La soledad también es convocada en el retiro espiritual en Port Royal des Champs, al que un abogado joven y célebre, en 1637, se consagró dejando atrás su profesión y los beneficios que le traía entonces, bajo la protección del canciller Séguier. En este sentido, las ruinas, como las de Port Royal des Champs, son el signo de una soledad, de algo que ya no está y que no podrá recuperarse, pero que, en la historia de aquel abogado, funciona como el espacio en el que la soledad es la condición indispensable del desarrollo de su interioridad y de su diálogo con Dios.

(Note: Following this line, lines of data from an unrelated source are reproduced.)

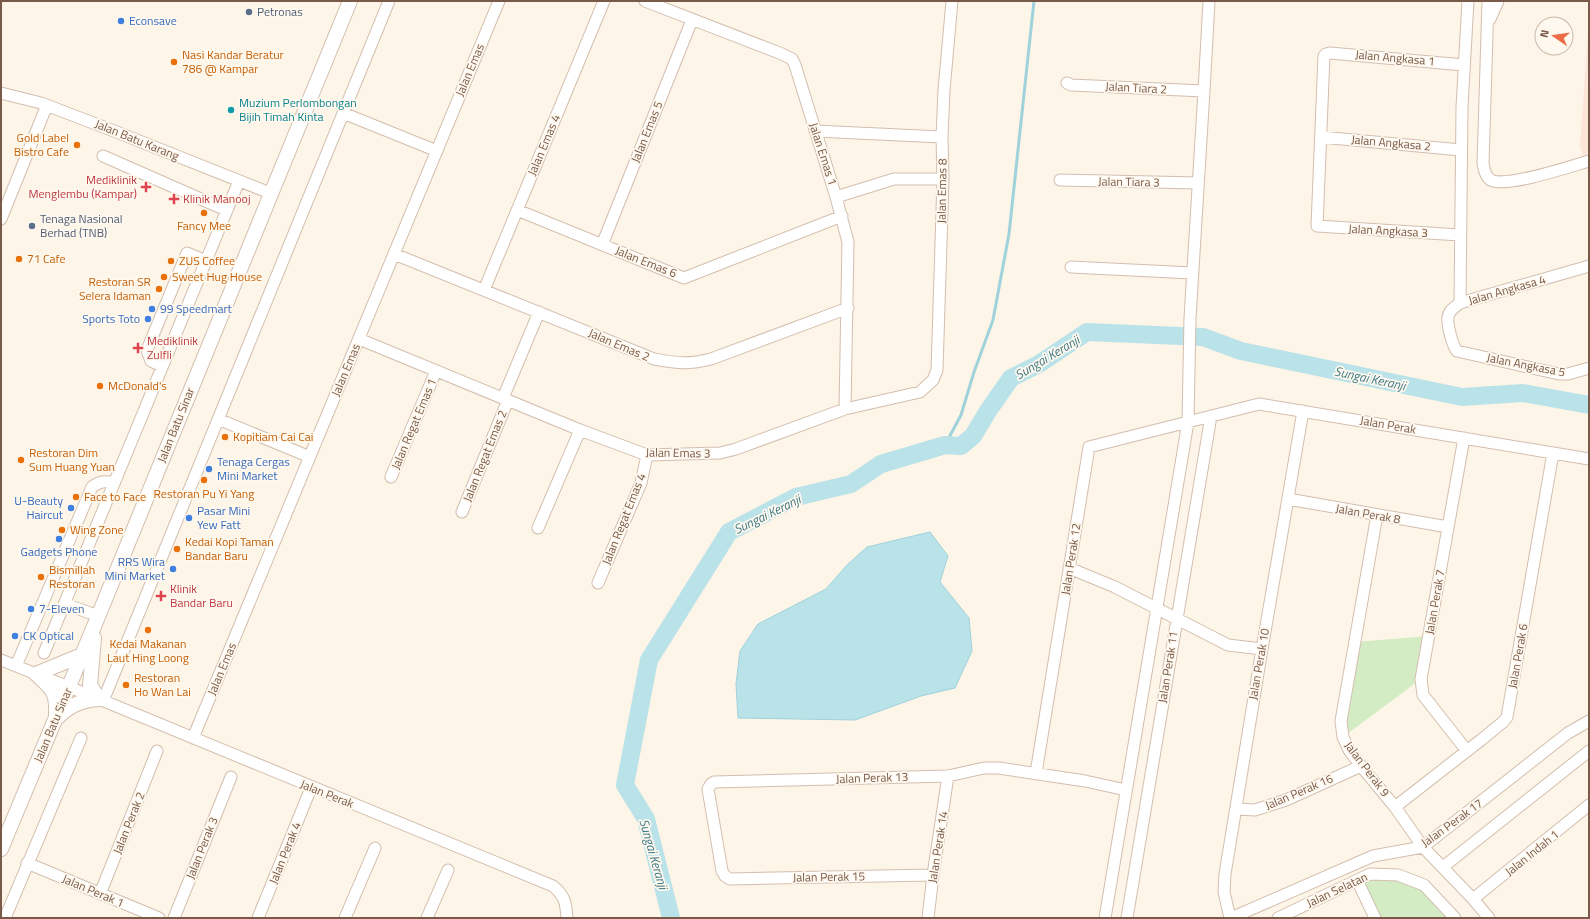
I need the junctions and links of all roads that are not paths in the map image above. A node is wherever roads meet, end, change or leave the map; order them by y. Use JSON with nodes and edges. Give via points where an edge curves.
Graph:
{"nodes":[{"id":1,"x":350,"y":1,"type":"edge"},
{"id":2,"x":389,"y":1,"type":"edge"},
{"id":3,"x":499,"y":1,"type":"edge"},
{"id":4,"x":604,"y":1,"type":"edge"},
{"id":5,"x":645,"y":1,"type":"edge"},
{"id":6,"x":952,"y":1,"type":"edge"},
{"id":7,"x":1209,"y":1,"type":"edge"},
{"id":8,"x":1468,"y":1,"type":"edge"},
{"id":9,"x":1488,"y":1,"type":"edge"},
{"id":10,"x":1498,"y":1,"type":"edge"},
{"id":11,"x":692,"y":20,"type":"junction"},
{"id":12,"x":1488,"y":24,"type":"junction"},
{"id":13,"x":1464,"y":65,"type":"junction"},
{"id":14,"x":1067,"y":83,"type":"dead end"},
{"id":15,"x":1204,"y":92,"type":"junction"},
{"id":16,"x":1,"y":93,"type":"edge"},
{"id":17,"x":47,"y":105,"type":"junction"},
{"id":18,"x":343,"y":113,"type":"junction"},
{"id":19,"x":815,"y":131,"type":"junction"},
{"id":20,"x":942,"y":137,"type":"junction"},
{"id":21,"x":1321,"y":137,"type":"junction"},
{"id":22,"x":1461,"y":150,"type":"junction"},
{"id":23,"x":437,"y":151,"type":"junction"},
{"id":24,"x":103,"y":156,"type":"dead end"},
{"id":25,"x":1589,"y":161,"type":"edge"},
{"id":26,"x":943,"y":179,"type":"junction"},
{"id":27,"x":1060,"y":180,"type":"dead end"},
{"id":28,"x":238,"y":181,"type":"junction"},
{"id":29,"x":1198,"y":183,"type":"junction"},
{"id":30,"x":270,"y":194,"type":"junction"},
{"id":31,"x":836,"y":197,"type":"junction"},
{"id":32,"x":226,"y":210,"type":"junction"},
{"id":33,"x":517,"y":210,"type":"junction"},
{"id":34,"x":842,"y":216,"type":"junction"},
{"id":35,"x":1,"y":219,"type":"edge"},
{"id":36,"x":1460,"y":235,"type":"junction"},
{"id":37,"x":602,"y":245,"type":"junction"},
{"id":38,"x":394,"y":254,"type":"junction"},
{"id":39,"x":206,"y":261,"type":"junction"},
{"id":40,"x":1589,"y":266,"type":"edge"},
{"id":41,"x":1071,"y":267,"type":"dead end"},
{"id":42,"x":1192,"y":273,"type":"junction"},
{"id":43,"x":484,"y":290,"type":"junction"},
{"id":44,"x":1460,"y":303,"type":"junction"},
{"id":45,"x":848,"y":308,"type":"junction"},
{"id":46,"x":539,"y":312,"type":"junction"},
{"id":47,"x":359,"y":339,"type":"junction"},
{"id":48,"x":1462,"y":352,"type":"joint"},
{"id":49,"x":162,"y":366,"type":"junction"},
{"id":50,"x":1589,"y":368,"type":"edge"},
{"id":51,"x":436,"y":372,"type":"junction"},
{"id":52,"x":933,"y":380,"type":"joint"},
{"id":53,"x":506,"y":399,"type":"junction"},
{"id":54,"x":845,"y":409,"type":"junction"},
{"id":55,"x":1304,"y":411,"type":"junction"},
{"id":56,"x":1211,"y":416,"type":"junction"},
{"id":57,"x":218,"y":419,"type":"junction"},
{"id":58,"x":1188,"y":422,"type":"junction"},
{"id":59,"x":580,"y":430,"type":"junction"},
{"id":60,"x":1464,"y":438,"type":"junction"},
{"id":61,"x":1552,"y":453,"type":"junction"},
{"id":62,"x":647,"y":455,"type":"junction"},
{"id":63,"x":310,"y":457,"type":"junction"},
{"id":64,"x":1589,"y":459,"type":"edge"},
{"id":65,"x":391,"y":477,"type":"dead end"},
{"id":66,"x":114,"y":483,"type":"junction"},
{"id":67,"x":1288,"y":499,"type":"junction"},
{"id":68,"x":462,"y":512,"type":"dead end"},
{"id":69,"x":1377,"y":515,"type":"junction"},
{"id":70,"x":1448,"y":527,"type":"junction"},
{"id":71,"x":538,"y":528,"type":"dead end"},
{"id":72,"x":1069,"y":568,"type":"junction"},
{"id":73,"x":598,"y":583,"type":"dead end"},
{"id":74,"x":65,"y":604,"type":"junction"},
{"id":75,"x":1158,"y":609,"type":"junction"},
{"id":76,"x":97,"y":619,"type":"junction"},
{"id":77,"x":1176,"y":619,"type":"junction"},
{"id":78,"x":1262,"y":649,"type":"junction"},
{"id":79,"x":44,"y":653,"type":"dead end"},
{"id":80,"x":82,"y":654,"type":"junction"},
{"id":81,"x":1,"y":660,"type":"edge"},
{"id":82,"x":16,"y":666,"type":"junction"},
{"id":83,"x":36,"y":674,"type":"junction"},
{"id":84,"x":69,"y":687,"type":"junction"},
{"id":85,"x":101,"y":700,"type":"junction"},
{"id":86,"x":56,"y":718,"type":"junction"},
{"id":87,"x":1589,"y":721,"type":"edge"},
{"id":88,"x":81,"y":738,"type":"dead end"},
{"id":89,"x":193,"y":738,"type":"junction"},
{"id":90,"x":158,"y":751,"type":"dead end"},
{"id":91,"x":1467,"y":751,"type":"junction"},
{"id":92,"x":1589,"y":751,"type":"edge"},
{"id":93,"x":1361,"y":766,"type":"junction"},
{"id":94,"x":1036,"y":773,"type":"junction"},
{"id":95,"x":948,"y":776,"type":"junction"},
{"id":96,"x":231,"y":777,"type":"dead end"},
{"id":97,"x":311,"y":788,"type":"junction"},
{"id":98,"x":1126,"y":790,"type":"junction"},
{"id":99,"x":1589,"y":805,"type":"edge"},
{"id":100,"x":1395,"y":807,"type":"junction"},
{"id":101,"x":1236,"y":809,"type":"junction"},
{"id":102,"x":1423,"y":847,"type":"junction"},
{"id":103,"x":375,"y":848,"type":"dead end"},
{"id":104,"x":1,"y":849,"type":"edge"},
{"id":105,"x":28,"y":863,"type":"junction"},
{"id":106,"x":1443,"y":867,"type":"junction"},
{"id":107,"x":448,"y":870,"type":"dead end"},
{"id":108,"x":933,"y":875,"type":"junction"},
{"id":109,"x":726,"y":876,"type":"joint"},
{"id":110,"x":1357,"y":880,"type":"junction"},
{"id":111,"x":100,"y":894,"type":"junction"},
{"id":112,"x":1473,"y":899,"type":"junction"},
{"id":113,"x":1280,"y":917,"type":"edge"},
{"id":114,"x":5,"y":918,"type":"edge"},
{"id":115,"x":159,"y":918,"type":"edge"},
{"id":116,"x":174,"y":918,"type":"edge"},
{"id":117,"x":258,"y":918,"type":"edge"},
{"id":118,"x":345,"y":918,"type":"edge"},
{"id":119,"x":427,"y":918,"type":"edge"},
{"id":120,"x":567,"y":918,"type":"edge"},
{"id":121,"x":928,"y":918,"type":"edge"},
{"id":122,"x":1105,"y":918,"type":"edge"},
{"id":123,"x":1127,"y":918,"type":"edge"},
{"id":124,"x":1230,"y":918,"type":"edge"},
{"id":125,"x":1375,"y":918,"type":"edge"},
{"id":126,"x":1455,"y":918,"type":"edge"},
{"id":127,"x":1489,"y":918,"type":"edge"}],
"edges":[{"from":1,"to":30,"type":"street","name":"Jalan Batu Sinar"},
{"from":2,"to":18,"type":"street"},
{"from":3,"to":23,"type":"street","name":"Jalan Emas"},
{"from":4,"to":33,"type":"street","name":"Jalan Emas 4"},
{"from":5,"to":11,"type":"street","name":"Jalan Emas 1"},
{"from":6,"to":20,"type":"street","name":"Jalan Emas 8"},
{"from":7,"to":15,"type":"street","name":"Jalan Perak 11"},
{"from":8,"to":13,"type":"street"},
{"from":9,"to":12,"type":"street"},
{"from":10,"to":12,"type":"street"},
{"from":11,"to":19,"type":"street","name":"Jalan Emas 1","via":[[792,60]]},
{"from":11,"to":37,"type":"street","name":"Jalan Emas 5"},
{"from":12,"to":25,"type":"street","via":[[1483,163],[1488,178],[1502,182],[1519,180]]},
{"from":13,"to":21,"type":"street","name":"Jalan Angkasa 1","via":[[1326,54]]},
{"from":13,"to":22,"type":"street"},
{"from":14,"to":15,"type":"street","name":"Jalan Tiara 2"},
{"from":15,"to":29,"type":"street","name":"Jalan Perak 11"},
{"from":16,"to":17,"type":"street","name":"Jalan Batu Karang"},
{"from":17,"to":28,"type":"street","name":"Jalan Batu Karang"},
{"from":17,"to":35,"type":"street"},
{"from":18,"to":23,"type":"street"},
{"from":18,"to":57,"type":"street"},
{"from":19,"to":20,"type":"street"},
{"from":19,"to":31,"type":"street","name":"Jalan Emas 1"},
{"from":20,"to":26,"type":"street","name":"Jalan Emas 8"},
{"from":21,"to":22,"type":"street","name":"Jalan Angkasa 2"},
{"from":21,"to":36,"type":"street","name":"Jalan Angkasa 3","via":[[1317,226]]},
{"from":22,"to":36,"type":"street"},
{"from":23,"to":38,"type":"street","name":"Jalan Emas"},
{"from":24,"to":32,"type":"street"},
{"from":26,"to":31,"type":"street","via":[[894,178]]},
{"from":26,"to":52,"type":"street","name":"Jalan Emas 8","via":[[937,370]]},
{"from":27,"to":29,"type":"street","name":"Jalan Tiara 3"},
{"from":28,"to":30,"type":"street","name":"Jalan Batu Karang"},
{"from":28,"to":32,"type":"street"},
{"from":29,"to":42,"type":"street","name":"Jalan Perak 11"},
{"from":30,"to":76,"type":"street","name":"Jalan Batu Sinar"},
{"from":31,"to":34,"type":"street","name":"Jalan Emas 1"},
{"from":32,"to":39,"type":"street"},
{"from":33,"to":37,"type":"street","name":"Jalan Emas 6"},
{"from":33,"to":43,"type":"street","name":"Jalan Emas 4"},
{"from":34,"to":37,"type":"street","name":"Jalan Emas 6","via":[[684,278]]},
{"from":34,"to":45,"type":"street","name":"Jalan Emas 1","via":[[848,242]]},
{"from":36,"to":44,"type":"street"},
{"from":38,"to":43,"type":"street","name":"Jalan Emas 2"},
{"from":38,"to":47,"type":"street","name":"Jalan Emas"},
{"from":39,"to":49,"type":"street"},
{"from":39,"to":49,"type":"street","via":[[187,253],[178,274],[147,350],[151,361]]},
{"from":40,"to":44,"type":"street","name":"Jalan Angkasa 4"},
{"from":41,"to":42,"type":"street"},
{"from":42,"to":58,"type":"street","name":"Jalan Perak 11"},
{"from":43,"to":46,"type":"street","name":"Jalan Emas 2"},
{"from":44,"to":48,"type":"street","name":"Jalan Angkasa 4","via":[[1451,310],[1448,318],[1453,346]]},
{"from":45,"to":46,"type":"street","name":"Jalan Emas 2","via":[[711,359],[693,363],[654,360]]},
{"from":45,"to":54,"type":"street","name":"Jalan Emas 1"},
{"from":46,"to":53,"type":"street","name":"Jalan Regat Emas 2"},
{"from":47,"to":51,"type":"street","name":"Jalan Emas 3"},
{"from":47,"to":63,"type":"street","name":"Jalan Emas"},
{"from":48,"to":50,"type":"street","name":"Jalan Angkasa 5","via":[[1559,374]]},
{"from":49,"to":66,"type":"street"},
{"from":51,"to":53,"type":"street","name":"Jalan Emas 3"},
{"from":51,"to":65,"type":"street","name":"Jalan Regat Emas 1"},
{"from":52,"to":54,"type":"street","name":"Jalan Emas 3","via":[[920,392]]},
{"from":53,"to":59,"type":"street","name":"Jalan Emas 3"},
{"from":53,"to":68,"type":"street","name":"Jalan Regat Emas 2"},
{"from":54,"to":62,"type":"street","name":"Jalan Emas 3","via":[[725,452]]},
{"from":55,"to":56,"type":"street","name":"Jalan Perak","via":[[1259,404]]},
{"from":55,"to":60,"type":"street","name":"Jalan Perak"},
{"from":55,"to":67,"type":"street","name":"Jalan Perak 10"},
{"from":56,"to":58,"type":"street","name":"Jalan Perak"},
{"from":56,"to":77,"type":"street","name":"Jalan Perak 11"},
{"from":57,"to":63,"type":"street"},
{"from":57,"to":85,"type":"street"},
{"from":58,"to":72,"type":"street","name":"Jalan Perak 12","via":[[1089,447]]},
{"from":58,"to":75,"type":"street","name":"Jalan Perak 11"},
{"from":59,"to":62,"type":"street","name":"Jalan Emas 3"},
{"from":59,"to":71,"type":"street"},
{"from":60,"to":61,"type":"street","name":"Jalan Perak"},
{"from":60,"to":70,"type":"street","name":"Jalan Perak 7"},
{"from":61,"to":64,"type":"street","name":"Jalan Perak"},
{"from":61,"to":91,"type":"street","name":"Jalan Perak 6","via":[[1507,717]]},
{"from":62,"to":73,"type":"street","name":"Jalan Regat Emas 4","via":[[641,483]]},
{"from":63,"to":89,"type":"street","name":"Jalan Emas"},
{"from":66,"to":74,"type":"street"},
{"from":66,"to":82,"type":"street","via":[[104,480],[92,487]]},
{"from":67,"to":69,"type":"street","name":"Jalan Perak 8"},
{"from":67,"to":78,"type":"street","name":"Jalan Perak 10"},
{"from":69,"to":70,"type":"street","name":"Jalan Perak 8"},
{"from":69,"to":93,"type":"street","name":"Jalan Perak 9","via":[[1341,721],[1343,737]]},
{"from":70,"to":91,"type":"street","name":"Jalan Perak 7","via":[[1421,679],[1424,695]]},
{"from":72,"to":75,"type":"street"},
{"from":72,"to":94,"type":"street","name":"Jalan Perak 12"},
{"from":74,"to":76,"type":"street","via":[[90,613]]},
{"from":74,"to":79,"type":"street"},
{"from":75,"to":77,"type":"street"},
{"from":75,"to":98,"type":"street","name":"Jalan Perak 11"},
{"from":76,"to":80,"type":"street","name":"Jalan Batu Sinar"},
{"from":76,"to":85,"type":"street","via":[[90,685]]},
{"from":77,"to":78,"type":"street","via":[[1228,645]]},
{"from":77,"to":123,"type":"street","name":"Jalan Perak 11"},
{"from":78,"to":101,"type":"street","name":"Jalan Perak 10"},
{"from":80,"to":83,"type":"street"},
{"from":80,"to":84,"type":"street","name":"Jalan Batu Sinar"},
{"from":81,"to":82,"type":"street","name":"Jalan Perak"},
{"from":82,"to":83,"type":"street","name":"Jalan Perak"},
{"from":83,"to":84,"type":"street","name":"Jalan Perak"},
{"from":83,"to":86,"type":"street","via":[[55,694]]},
{"from":84,"to":85,"type":"street","name":"Jalan Perak"},
{"from":84,"to":86,"type":"street","name":"Jalan Batu Sinar"},
{"from":85,"to":86,"type":"street","via":[[77,703]]},
{"from":85,"to":89,"type":"street","name":"Jalan Perak"},
{"from":86,"to":104,"type":"street","name":"Jalan Batu Sinar"},
{"from":87,"to":102,"type":"street","name":"Jalan Perak 17","via":[[1568,733]]},
{"from":88,"to":105,"type":"street"},
{"from":89,"to":97,"type":"street","name":"Jalan Perak"},
{"from":90,"to":111,"type":"street","name":"Jalan Perak 2"},
{"from":91,"to":100,"type":"street","name":"Jalan Perak 6"},
{"from":92,"to":106,"type":"street"},
{"from":93,"to":100,"type":"street","name":"Jalan Perak 9"},
{"from":93,"to":101,"type":"street","name":"Jalan Perak 16","via":[[1279,802],[1255,810]]},
{"from":94,"to":95,"type":"street","name":"Jalan Perak 13","via":[[984,768]]},
{"from":94,"to":98,"type":"street","name":"Jalan Perak 13"},
{"from":95,"to":108,"type":"street","name":"Jalan Perak 14"},
{"from":95,"to":109,"type":"street","name":"Jalan Perak 13","via":[[714,782],[708,789],[722,871]]},
{"from":96,"to":116,"type":"street","name":"Jalan Perak 3"},
{"from":97,"to":117,"type":"street","name":"Jalan Perak 4"},
{"from":97,"to":120,"type":"street","name":"Jalan Perak","via":[[552,886],[560,892],[566,903]]},
{"from":98,"to":122,"type":"street","name":"Jalan Perak 11"},
{"from":99,"to":112,"type":"street","name":"Jalan Indah 1"},
{"from":100,"to":102,"type":"street","name":"Jalan Perak 9"},
{"from":101,"to":124,"type":"street","name":"Jalan Perak 10","via":[[1224,892]]},
{"from":102,"to":106,"type":"street","name":"Jalan Perak 9"},
{"from":102,"to":124,"type":"street","name":"Jalan Perak 17","via":[[1373,856]]},
{"from":103,"to":118,"type":"street"},
{"from":105,"to":111,"type":"street","name":"Jalan Perak 1"},
{"from":105,"to":114,"type":"street"},
{"from":106,"to":112,"type":"street","name":"Jalan Perak 9"},
{"from":107,"to":119,"type":"street"},
{"from":108,"to":109,"type":"street","name":"Jalan Perak 15","via":[[730,879]]},
{"from":108,"to":121,"type":"street","name":"Jalan Perak 14"},
{"from":110,"to":113,"type":"street","name":"Jalan Selatan"},
{"from":110,"to":125,"type":"street"},
{"from":110,"to":126,"type":"street","name":"Jalan Selatan","via":[[1370,874],[1398,874],[1424,885]]},
{"from":111,"to":115,"type":"street","name":"Jalan Perak 1"},
{"from":112,"to":127,"type":"street","name":"Jalan Perak 9"}]}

Libro hecho de «retazos» (pedazos de esos laberintos personales y ajenos), de diversos relatos autosuficientes y, al mismo tiempo, conectados por el vacío, por lo que ya no está y por las huellas que esta ausencia ha dejado en forma de ruinas, el autor de El odio a la música propone una reflexión sobre la posibilidad de una comunidad de solitarios, allí donde hay un retiro hacia un refugio, a veces literal, a veces metafórico, en el que la interioridad gana espesor y se desborda en el retiro espiritual, en la pintura, en la música o en la literatura.

Pocos escritores como Quignard se relacionan así con la escritura, o más ampliamente, con el lenguaje: es consciente, hasta donde le resulta posible, de la desposesión que introduce en el que habla, el modo en que lo desplaza de los sentidos en el preciso momento en que cree haber capturado algo interesante, una intuición de la que se pueda tirar, una pequeña hilacha que nos diga algo del sentido. Quignard lucha con el lenguaje, y esta lucha se exhibe párrafo a párrafo. El resultado: huellas de una ausencia, ruinas de un argumento que no llegó a cuajar, indicios de las profundidades del alma del que está solo.